== Items from a data source ==
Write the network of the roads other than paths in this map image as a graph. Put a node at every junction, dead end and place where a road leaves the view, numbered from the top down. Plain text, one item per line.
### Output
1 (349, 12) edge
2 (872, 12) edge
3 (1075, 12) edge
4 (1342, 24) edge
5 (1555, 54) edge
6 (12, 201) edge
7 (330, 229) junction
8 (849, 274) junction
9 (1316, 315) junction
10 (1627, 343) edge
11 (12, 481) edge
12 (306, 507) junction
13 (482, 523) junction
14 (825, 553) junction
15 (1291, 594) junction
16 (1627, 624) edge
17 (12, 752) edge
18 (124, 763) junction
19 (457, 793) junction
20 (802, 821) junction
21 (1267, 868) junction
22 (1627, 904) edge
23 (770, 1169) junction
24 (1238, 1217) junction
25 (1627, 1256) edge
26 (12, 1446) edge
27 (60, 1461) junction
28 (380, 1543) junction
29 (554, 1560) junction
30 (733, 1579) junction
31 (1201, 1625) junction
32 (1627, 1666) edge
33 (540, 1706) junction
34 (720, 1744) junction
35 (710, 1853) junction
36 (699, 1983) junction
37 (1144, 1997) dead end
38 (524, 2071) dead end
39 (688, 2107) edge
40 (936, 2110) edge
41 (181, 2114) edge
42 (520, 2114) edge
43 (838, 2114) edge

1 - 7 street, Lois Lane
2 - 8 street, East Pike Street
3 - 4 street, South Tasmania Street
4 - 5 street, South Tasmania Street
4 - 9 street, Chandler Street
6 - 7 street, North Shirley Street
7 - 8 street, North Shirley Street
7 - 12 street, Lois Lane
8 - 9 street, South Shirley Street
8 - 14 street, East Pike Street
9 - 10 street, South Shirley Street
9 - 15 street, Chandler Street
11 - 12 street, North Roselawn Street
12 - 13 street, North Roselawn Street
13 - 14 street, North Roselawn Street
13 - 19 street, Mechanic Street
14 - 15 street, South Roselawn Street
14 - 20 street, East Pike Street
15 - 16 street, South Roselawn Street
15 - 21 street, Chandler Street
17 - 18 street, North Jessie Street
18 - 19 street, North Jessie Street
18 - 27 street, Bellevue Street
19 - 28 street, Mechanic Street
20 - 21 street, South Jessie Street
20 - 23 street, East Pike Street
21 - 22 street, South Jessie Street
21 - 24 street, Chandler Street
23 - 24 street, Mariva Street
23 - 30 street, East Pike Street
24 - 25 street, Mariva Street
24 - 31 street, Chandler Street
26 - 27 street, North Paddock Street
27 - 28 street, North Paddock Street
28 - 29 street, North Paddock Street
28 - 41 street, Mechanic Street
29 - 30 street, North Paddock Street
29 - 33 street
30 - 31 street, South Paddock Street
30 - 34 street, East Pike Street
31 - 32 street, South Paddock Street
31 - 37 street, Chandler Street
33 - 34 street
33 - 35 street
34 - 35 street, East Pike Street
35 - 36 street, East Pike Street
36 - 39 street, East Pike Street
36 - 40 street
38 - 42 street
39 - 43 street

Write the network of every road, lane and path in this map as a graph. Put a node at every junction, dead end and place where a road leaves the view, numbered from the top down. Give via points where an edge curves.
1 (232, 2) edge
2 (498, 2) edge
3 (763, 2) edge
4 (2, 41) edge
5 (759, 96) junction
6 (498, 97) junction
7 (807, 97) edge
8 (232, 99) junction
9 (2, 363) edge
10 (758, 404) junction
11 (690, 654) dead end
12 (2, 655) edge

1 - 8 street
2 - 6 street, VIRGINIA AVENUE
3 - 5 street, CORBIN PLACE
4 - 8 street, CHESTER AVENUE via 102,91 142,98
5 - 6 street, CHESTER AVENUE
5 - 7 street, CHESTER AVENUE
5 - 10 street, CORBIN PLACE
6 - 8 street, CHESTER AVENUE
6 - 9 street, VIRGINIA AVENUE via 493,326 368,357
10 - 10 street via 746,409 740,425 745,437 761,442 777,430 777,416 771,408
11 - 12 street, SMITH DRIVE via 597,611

== ASSIGNED TASK ==
Print each line of the data exactly as it was written.

== RESULT OF THE EXERCISE ==
Write the network of the roads other than paths in this map image as a graph. Put a node at every junction, dead end and place where a road leaves the view, numbered from the top down. Plain text, one item per line.
### Output
1 (349, 12) edge
2 (872, 12) edge
3 (1075, 12) edge
4 (1342, 24) edge
5 (1555, 54) edge
6 (12, 201) edge
7 (330, 229) junction
8 (849, 274) junction
9 (1316, 315) junction
10 (1627, 343) edge
11 (12, 481) edge
12 (306, 507) junction
13 (482, 523) junction
14 (825, 553) junction
15 (1291, 594) junction
16 (1627, 624) edge
17 (12, 752) edge
18 (124, 763) junction
19 (457, 793) junction
20 (802, 821) junction
21 (1267, 868) junction
22 (1627, 904) edge
23 (770, 1169) junction
24 (1238, 1217) junction
25 (1627, 1256) edge
26 (12, 1446) edge
27 (60, 1461) junction
28 (380, 1543) junction
29 (554, 1560) junction
30 (733, 1579) junction
31 (1201, 1625) junction
32 (1627, 1666) edge
33 (540, 1706) junction
34 (720, 1744) junction
35 (710, 1853) junction
36 (699, 1983) junction
37 (1144, 1997) dead end
38 (524, 2071) dead end
39 (688, 2107) edge
40 (936, 2110) edge
41 (181, 2114) edge
42 (520, 2114) edge
43 (838, 2114) edge

1 - 7 street, Lois Lane
2 - 8 street, East Pike Street
3 - 4 street, South Tasmania Street
4 - 5 street, South Tasmania Street
4 - 9 street, Chandler Street
6 - 7 street, North Shirley Street
7 - 8 street, North Shirley Street
7 - 12 street, Lois Lane
8 - 9 street, South Shirley Street
8 - 14 street, East Pike Street
9 - 10 street, South Shirley Street
9 - 15 street, Chandler Street
11 - 12 street, North Roselawn Street
12 - 13 street, North Roselawn Street
13 - 14 street, North Roselawn Street
13 - 19 street, Mechanic Street
14 - 15 street, South Roselawn Street
14 - 20 street, East Pike Street
15 - 16 street, South Roselawn Street
15 - 21 street, Chandler Street
17 - 18 street, North Jessie Street
18 - 19 street, North Jessie Street
18 - 27 street, Bellevue Street
19 - 28 street, Mechanic Street
20 - 21 street, South Jessie Street
20 - 23 street, East Pike Street
21 - 22 street, South Jessie Street
21 - 24 street, Chandler Street
23 - 24 street, Mariva Street
23 - 30 street, East Pike Street
24 - 25 street, Mariva Street
24 - 31 street, Chandler Street
26 - 27 street, North Paddock Street
27 - 28 street, North Paddock Street
28 - 29 street, North Paddock Street
28 - 41 street, Mechanic Street
29 - 30 street, North Paddock Street
29 - 33 street
30 - 31 street, South Paddock Street
30 - 34 street, East Pike Street
31 - 32 street, South Paddock Street
31 - 37 street, Chandler Street
33 - 34 street
33 - 35 street
34 - 35 street, East Pike Street
35 - 36 street, East Pike Street
36 - 39 street, East Pike Street
36 - 40 street
38 - 42 street
39 - 43 street

Write the network of every road, lane and path in this map as a graph. Put a node at every junction, dead end and place where a road leaves the view, numbered from the top down. Give via points where an edge curves.
1 (232, 2) edge
2 (498, 2) edge
3 (763, 2) edge
4 (2, 41) edge
5 (759, 96) junction
6 (498, 97) junction
7 (807, 97) edge
8 (232, 99) junction
9 (2, 363) edge
10 (758, 404) junction
11 (690, 654) dead end
12 (2, 655) edge

1 - 8 street
2 - 6 street, VIRGINIA AVENUE
3 - 5 street, CORBIN PLACE
4 - 8 street, CHESTER AVENUE via 102,91 142,98
5 - 6 street, CHESTER AVENUE
5 - 7 street, CHESTER AVENUE
5 - 10 street, CORBIN PLACE
6 - 8 street, CHESTER AVENUE
6 - 9 street, VIRGINIA AVENUE via 493,326 368,357
10 - 10 street via 746,409 740,425 745,437 761,442 777,430 777,416 771,408
11 - 12 street, SMITH DRIVE via 597,611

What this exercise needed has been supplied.